Kiedy na trzeci dzień od otrzymania zranienia obudził się z bólem, wiedział, że znów mógł szykować się na najgorsze. Co prawda zmęczenie fizyczne pozwoliło mu ukoić nerwy, jednak teraz rozważał czy było to warte tego bólu. Gdy mijała piąta noc, a on leżał w swoim łóżku, przewracając się z boku na bok, to siła jego woli była naginana raz za razem, aby tylko wytrzymać. Rwący ból w miejscu zranienia, które przecież jeszcze kilka dni temu wydawało się być niegroźne, teraz spędzało mu sen z powiek bardziej niż nawet własne myśli. Wciąż jednak uparcie robił to samo, co każdego dnia. Zażarcie oddawał się modlitwom, które choć miały pomóc to nie przynosiły rezultatów, zajmował się kolejnymi listami oraz pilnował wszystkiego dookoła. To, że z każdą godziną przychodziło mu to coraz trudniej, było czymś, czym nie dzielił się z nikim. Próbował smarować zranienia oraz pić napary z czarnego bzu, których zapas ubywał w zastraszającym tempie, jednak nic nie chciało pomóc. Ignorował również rozwijającą się gorączkę, uznając, że wszystko zaraz mu przejdzie. Unikał jedynie Liama, który mógłby najszybciej domyślić się, że coś było nie w porządku i zainterweniować. Młodsi rycerze najczęściej się go obawiali, a ci starsi, znali na tyle dobrze, że wiedzieli, kiedy schodzić mu z drogi.

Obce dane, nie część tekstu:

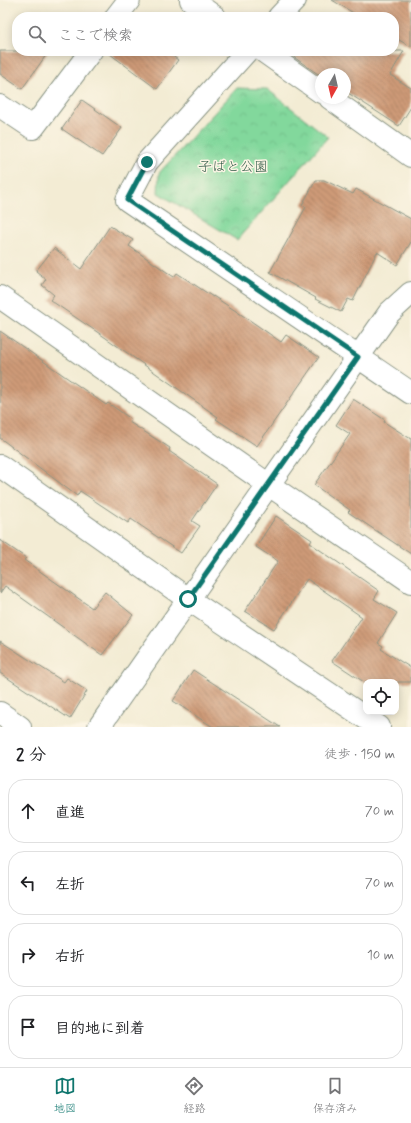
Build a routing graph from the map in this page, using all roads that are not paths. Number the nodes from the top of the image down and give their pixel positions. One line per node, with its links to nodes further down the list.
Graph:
1 (129, 0): 4 (street)
2 (192, 0): 5 (street)
3 (295, 0): 6 (street)
4 (120, 12)
5 (209, 12)
6 (284, 12)
7 (87, 56): 12 (street)
8 (242, 56): 16 (street)
9 (270, 56): 10 (street)
10 (315, 88)
11 (338, 104): 13 (street)
12 (0, 106)
13 (411, 156)
14 (411, 293): 16 (street)
15 (0, 297): 19 (street)
16 (358, 357): 17 (street); 19 (street)
17 (411, 393)
18 (0, 466): 21 (street)
19 (269, 485): 20 (street); 21 (street)
20 (411, 582)
21 (188, 599): 24 (street); 25 (street)
22 (0, 713): 23 (street)
23 (20, 727)
24 (98, 727)
25 (379, 727)

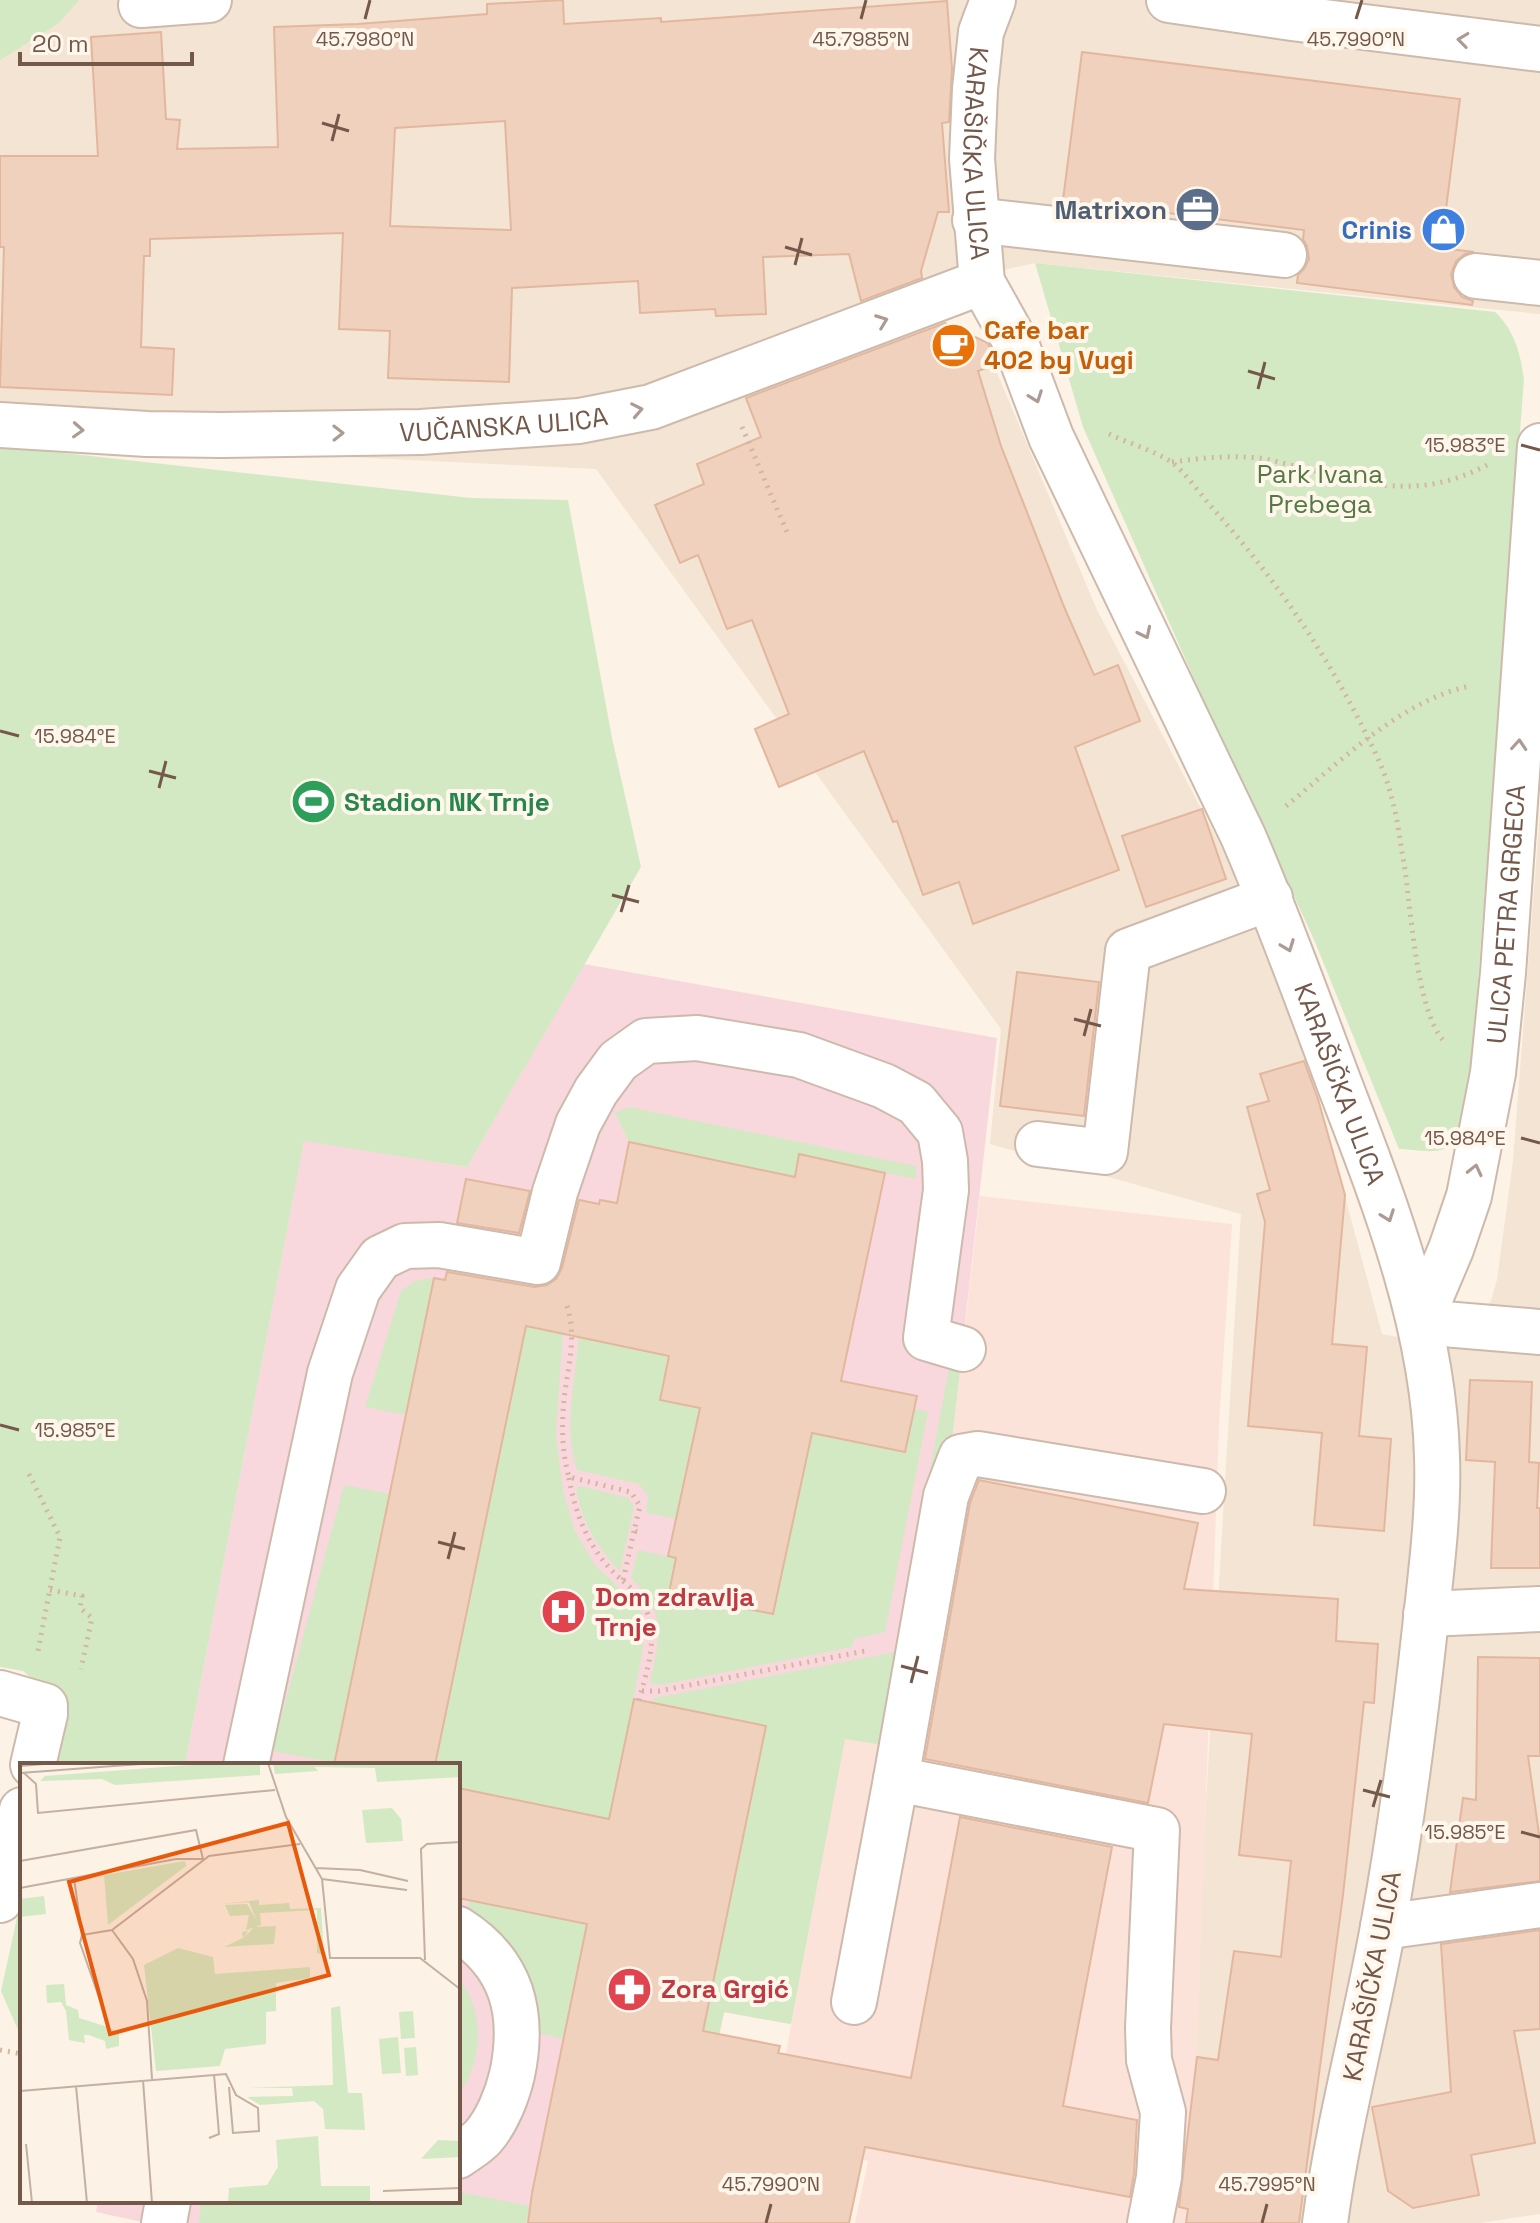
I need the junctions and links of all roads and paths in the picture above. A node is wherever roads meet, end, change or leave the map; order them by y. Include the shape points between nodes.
1 (209, 0) edge
2 (993, 0) edge
3 (1169, 0) edge
4 (141, 5) dead end
5 (1540, 49) edge
6 (975, 220) junction
7 (1284, 255) dead end
8 (1476, 276) dead end
9 (982, 282) junction
10 (1540, 283) edge
11 (725, 381) junction
12 (0, 425) edge
13 (1051, 437) junction
14 (1540, 446) edge
15 (1171, 462) junction
16 (1491, 463) dead end
17 (787, 532) dead end
18 (1524, 675) junction
19 (1368, 738) junction
20 (1243, 836) junction
21 (1270, 898) junction
22 (1493, 1073) junction
23 (1038, 1144) dead end
24 (538, 1262) junction
25 (1420, 1322) junction
26 (1540, 1332) edge
27 (963, 1349) dead end
28 (29, 1474) dead end
29 (569, 1477) junction
30 (1203, 1491) dead end
31 (634, 1531) junction
32 (642, 1533) dead end
33 (623, 1581) junction
34 (1540, 1609) edge
35 (1426, 1614) junction
36 (877, 1649) dead end
37 (642, 1691) junction
38 (15, 1696) edge
39 (639, 1700) dead end
40 (33, 1763) edge
41 (246, 1763) edge
42 (896, 1779) junction
43 (20, 1818) edge
44 (0, 1900) edge
45 (1540, 1905) edge
46 (1383, 1927) junction
47 (460, 1930) edge
48 (854, 2002) dead end
49 (0, 2050) edge
50 (20, 2054) edge
51 (460, 2154) edge
52 (168, 2203) edge
53 (164, 2223) edge
54 (1150, 2223) edge
55 (1325, 2223) edge

1 - 4 street
2 - 6 street, KARAŠIČKA ULICA via 981,32 975,89
5 -> 3 street
6 - 7 street
6 - 9 street, KARAŠIČKA ULICA
8 - 10 street
11 -> 9 street, VUČANSKA ULICA
9 -> 13 street, KARAŠIČKA ULICA via 1015,341
12 -> 11 street, VUČANSKA ULICA via 222,435 505,428 651,407
11 - 17 path
13 - 15 path via 1083,427 1096,429
13 -> 20 street, KARAŠIČKA ULICA
14 - 18 street, ULICA PETRA GRGECA
15 - 16 path via 1262,458 1344,479 1414,488
15 - 19 path via 1295,612 1335,673
18 - 19 path via 1463,687
22 -> 18 street, ULICA PETRA GRGECA
19 - 20 path
19 - 22 path via 1390,790 1419,970 1438,1033 1452,1050
20 - 21 street, KARAŠIČKA ULICA
21 - 23 street via 1128,951 1105,1152
21 -> 25 street, KARAŠIČKA ULICA via 1391,1224
25 -> 22 street, ULICA PETRA GRGECA via 1469,1196
24 - 27 street via 578,1124 618,1061 646,1041 697,1038 799,1055 916,1103 940,1132 946,1190 926,1338
24 - 29 path via 569,1308 573,1341 563,1412
24 - 41 street via 439,1245 405,1246 380,1258 358,1289 330,1373
25 - 26 street
25 - 35 street, KARAŠIČKA ULICA via 1437,1457
28 - 38 path via 60,1537
29 - 31 path via 631,1492 640,1506
29 - 33 path via 583,1529 594,1550
30 - 42 street via 978,1454 961,1457 946,1496
31 - 32 path
31 - 33 path
33 - 37 path via 645,1603 652,1626
34 - 35 street
35 - 46 street, KARAŠIČKA ULICA
36 - 37 path
37 - 39 path
38 - 40 street via 45,1706
42 - 48 street
42 - 54 street via 1157,1830 1148,2028 1149,2060 1163,2112
43 - 44 street
45 - 46 street
46 - 55 street, KARAŠIČKA ULICA
47 - 51 street via 502,1970 519,2028 509,2087 498,2112 482,2138
49 - 50 path
52 - 53 street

Podczas nocy siódmej, jego ciało poddało się same, a on nie miał nad tym kontroli. Ból stawał się tak nieznośny, że omijał posiłki oraz jakikolwiek większy ruch, zamykając się we własnych komnatach. Napary zdawały się nie pomagać, a rana powoli zaczynała wyglądać tak, jakby nigdy już nie miała się zasklepić. Gorączka zdawała się nasilać, choć jeszcze nie majaczył. Obawiał się jednak, że była to kwestia czasu. Co prawda wielokrotnie mówiono mu, że pomoc magów mogłaby sprawić, że jego zdrowie wróciłoby do swej pełni, ale na to się nie godził. Nie chciał, by kolejny demoniczny pomiot dotykał jego ciała. Skaził go kolejnym przekleństwem.